*** INPUT DATA Section Begins ***

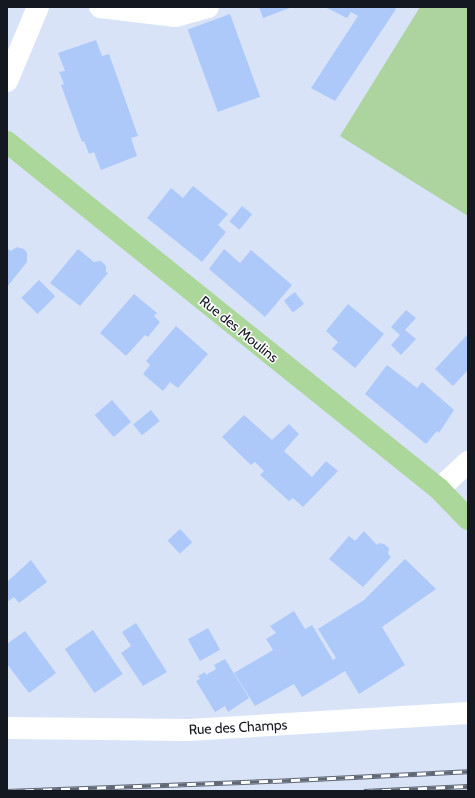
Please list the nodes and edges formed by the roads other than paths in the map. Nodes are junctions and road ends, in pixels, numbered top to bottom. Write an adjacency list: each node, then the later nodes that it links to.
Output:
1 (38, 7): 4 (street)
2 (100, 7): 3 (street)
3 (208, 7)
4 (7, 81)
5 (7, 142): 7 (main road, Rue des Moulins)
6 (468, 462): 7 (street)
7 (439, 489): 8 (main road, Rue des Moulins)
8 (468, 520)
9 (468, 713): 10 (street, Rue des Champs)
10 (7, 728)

*** INPUT DATA Section Ends ***

The entries above should be written out in full, and any picture in them left out.

Please list the nodes and edges formed by the roads other than paths in the map. Nodes are junctions and road ends, in pixels, numbered top to bottom. Write an adjacency list: each node, then the later nodes that it links to.
Output:
1 (38, 7): 4 (street)
2 (100, 7): 3 (street)
3 (208, 7)
4 (7, 81)
5 (7, 142): 7 (main road, Rue des Moulins)
6 (468, 462): 7 (street)
7 (439, 489): 8 (main road, Rue des Moulins)
8 (468, 520)
9 (468, 713): 10 (street, Rue des Champs)
10 (7, 728)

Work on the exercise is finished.